Major depression is associated with decreased activity in the areas of the brain responsible for regulating mood and is accompanied by characteristic decreases in the activity of certain neurotransmitters, viz. serotonin, noradrenaline and dopamine.

The long term consequences on untreated depression are many including: poor performance at work, with increased days off work; impaired relationships; poor quality of life; increased risk for several illnesses; many physical aches and pains; unhealthy behaviours including lack of exercise, substance abuse, eating poorly; and even death by suicide.

There is an increased incidence of depression in obese people the relationship between obesity and depression is complex and not fully understood. Depression makes people feel tired, unmotivated hopeless and negative. It is difficult to sustain exercise and dietary changes when in this state as everything feels overwhelming and too much effort.

Depression is also associated with a higher than normal risk of addiction as an attempt to shift negative mood by using cigarettes, alcohol, drugs, food, gambling, sex etc. In addition depression is associated with a higher risk of heart attack and type 2 diabetes. Patients with strokes also have a higher rate of depression than patients with other neurological problems. Current medical knowledge suggests that depression and atherosclerosis (narrowing of the arteries) may both involve an inflammatory process that damages arteries. Depression also alters the body's production of the stress hormone cortisol. Increased cortisol in turn increases the risk of hypertension, diabetes and weight gain.

Depression is also associated with increased activity of the fight-flight system in the brain and body. This increases constriction of blood vessels, high blood pressure and irregular heart beats.

Obesity can lead to an underactive thyroid (part of the metabolic syndrome) which can contribute to depression.

Obesity in turn may contribute to depression because of the multiple psychological and social consequences of being obese e.g. social rejection and stigma, limitations on activities the physical world not being designed to accommodate the obese (chairs are too small and lack robustness; clothes don't fit) - the recurrent experience of failure at controlling eating and weight poor self image, even to the extent of self loathing or disgust.

Chronic feelings of frustration and helplessness may be specific to the weight issues. If so, they will largely resolve after bariatric surgery. However these factors can lead to, or contribute to-, a major depression which would not disappear after surgery. Major depression needs to be treated independently of any weight intervention.

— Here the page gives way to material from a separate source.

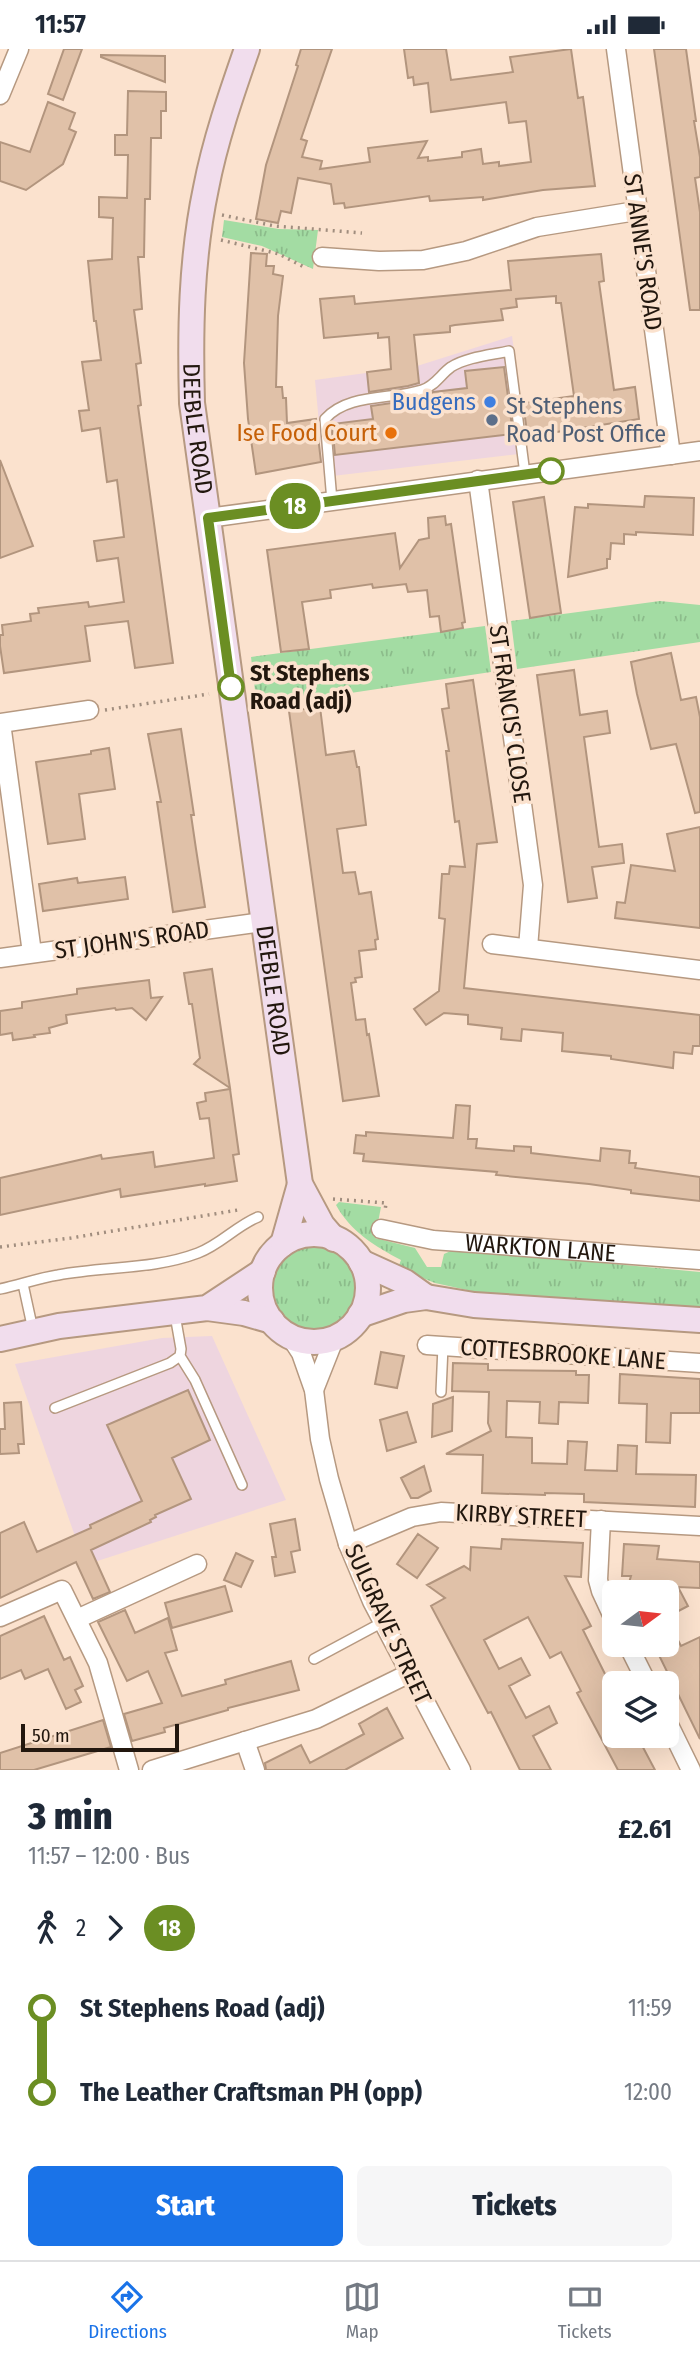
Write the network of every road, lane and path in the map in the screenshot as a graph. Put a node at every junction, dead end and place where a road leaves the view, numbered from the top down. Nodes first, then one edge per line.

The psychiatrist and the clinical psychologist are available to provide medication and psychotherapy while the bariatric patient confronts and resolves the heavy emotional burden they which has been have carried for many years. It is vital to understand that weight loss surgery is not a cure for depression, but can along with hard work and compliance with the treatment guidelines assist the individual towards acquiring a healthier and more meaningful lifestyle.

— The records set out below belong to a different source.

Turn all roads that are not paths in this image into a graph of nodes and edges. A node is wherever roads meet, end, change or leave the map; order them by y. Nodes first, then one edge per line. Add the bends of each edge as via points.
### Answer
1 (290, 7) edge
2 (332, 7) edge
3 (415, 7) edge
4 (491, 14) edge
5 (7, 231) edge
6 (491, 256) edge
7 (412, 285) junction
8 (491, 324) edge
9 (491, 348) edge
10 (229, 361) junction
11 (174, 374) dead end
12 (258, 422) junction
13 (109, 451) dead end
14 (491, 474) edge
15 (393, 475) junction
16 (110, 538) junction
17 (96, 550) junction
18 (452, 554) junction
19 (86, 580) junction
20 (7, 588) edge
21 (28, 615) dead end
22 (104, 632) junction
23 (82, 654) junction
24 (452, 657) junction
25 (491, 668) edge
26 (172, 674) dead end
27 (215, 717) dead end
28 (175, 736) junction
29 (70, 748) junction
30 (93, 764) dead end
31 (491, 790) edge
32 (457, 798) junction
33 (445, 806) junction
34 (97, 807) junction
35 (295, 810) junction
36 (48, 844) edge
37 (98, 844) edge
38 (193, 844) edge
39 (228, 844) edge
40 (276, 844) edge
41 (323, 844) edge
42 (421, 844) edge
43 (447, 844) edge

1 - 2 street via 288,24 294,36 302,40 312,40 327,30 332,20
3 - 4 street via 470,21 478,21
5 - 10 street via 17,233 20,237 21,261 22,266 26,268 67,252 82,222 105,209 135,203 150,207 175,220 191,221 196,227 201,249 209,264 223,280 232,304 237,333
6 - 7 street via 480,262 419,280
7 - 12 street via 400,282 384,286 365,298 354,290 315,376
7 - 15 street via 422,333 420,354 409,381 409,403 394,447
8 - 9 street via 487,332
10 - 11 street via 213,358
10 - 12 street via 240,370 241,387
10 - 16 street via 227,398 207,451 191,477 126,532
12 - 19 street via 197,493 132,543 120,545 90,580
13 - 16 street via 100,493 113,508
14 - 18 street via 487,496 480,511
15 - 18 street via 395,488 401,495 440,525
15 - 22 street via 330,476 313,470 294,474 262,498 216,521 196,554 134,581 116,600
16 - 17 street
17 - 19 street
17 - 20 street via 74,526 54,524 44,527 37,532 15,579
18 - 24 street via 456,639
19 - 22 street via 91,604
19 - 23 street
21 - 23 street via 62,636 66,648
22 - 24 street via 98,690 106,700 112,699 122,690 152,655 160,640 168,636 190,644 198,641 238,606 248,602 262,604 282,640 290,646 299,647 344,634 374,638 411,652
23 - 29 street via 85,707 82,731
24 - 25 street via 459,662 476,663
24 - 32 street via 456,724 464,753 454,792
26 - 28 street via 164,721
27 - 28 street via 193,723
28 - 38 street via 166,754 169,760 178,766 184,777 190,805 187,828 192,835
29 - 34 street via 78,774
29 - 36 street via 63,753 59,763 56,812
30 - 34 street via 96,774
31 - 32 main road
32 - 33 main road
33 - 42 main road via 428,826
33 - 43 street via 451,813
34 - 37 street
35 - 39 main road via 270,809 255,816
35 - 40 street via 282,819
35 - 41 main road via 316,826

The time following surgery is likely to be challenging. As the physical pain and anaesthetic wears off, the individual might find themselves feeling depressed. They are likely to experience depression as their body and mind mourn the loss of the previous relationship they had with food. These feelings are very normal and should be expected.

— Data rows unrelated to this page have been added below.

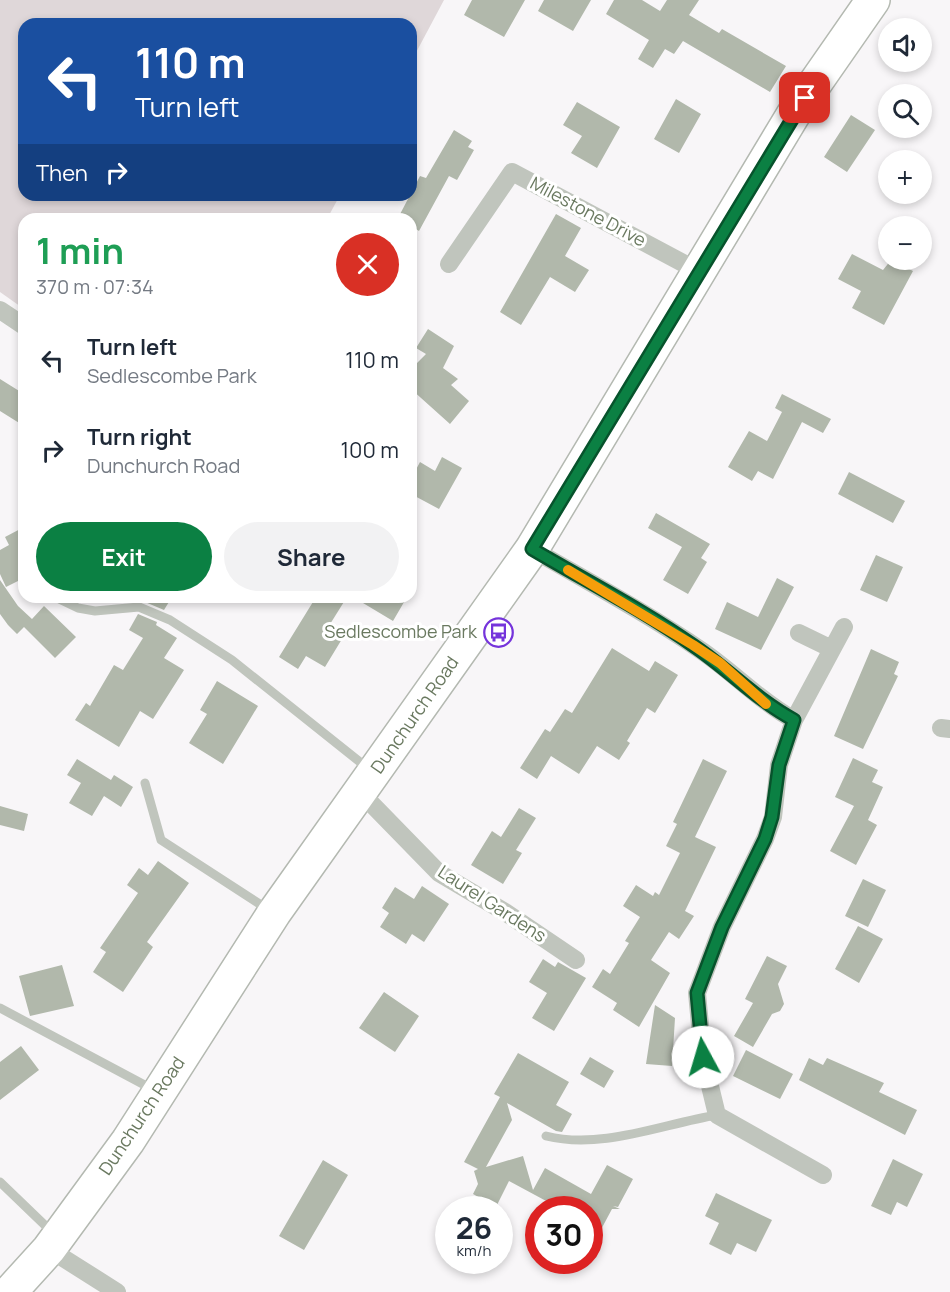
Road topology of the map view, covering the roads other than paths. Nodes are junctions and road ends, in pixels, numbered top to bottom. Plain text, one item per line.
1 (873, 0) edge
2 (449, 264) dead end
3 (698, 271) junction
4 (0, 310) edge
5 (18, 322) edge
6 (532, 549) junction
7 (68, 603) edge
8 (844, 627) dead end
9 (799, 633) dead end
10 (832, 649) junction
11 (794, 720) junction
12 (145, 783) dead end
13 (368, 783) junction
14 (274, 913) junction
15 (576, 960) dead end
16 (0, 1008) edge
17 (159, 1093) junction
18 (717, 1115) junction
19 (546, 1136) dead end
20 (823, 1175) dead end
21 (0, 1182) edge
22 (53, 1243) junction
23 (10, 1292) edge
24 (117, 1292) edge

1 - 3 highway, Dunchurch Road
2 - 3 street, Milestone Drive
3 - 6 highway, Dunchurch Road
4 - 5 street
6 - 11 street
6 - 13 highway, Dunchurch Road
7 - 13 lane
8 - 10 street
9 - 10 street
10 - 11 street
11 - 18 street
12 - 14 lane
13 - 14 highway, Dunchurch Road
13 - 15 street, Laurel Gardens
14 - 17 highway, Dunchurch Road
16 - 17 lane
17 - 22 highway, Dunchurch Road
18 - 19 lane
18 - 20 street
21 - 22 lane
22 - 23 highway, Dunchurch Road
22 - 24 street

There is a good likelihood that, prior to joining the bariatric programme, the individual will have been turning to food when they feel anxious or stressed. Should they not posses s the behavioural coping mechanisms for dealing adequately with anxiety, they will struggle to adapt to the numerous changes that follow surgery. All change is difficult, despite most of the changes following weight loss surgery being for the better. Should it be evident that their anxiety levels are significant preceding surgery, psychotherapy sessions will provide them with an opportunity to acquire the skills to deal correctly with situations that evoke anxious feelings and thoughts. Medication might also be necessary, but not to the exclusion of developing good coping skills.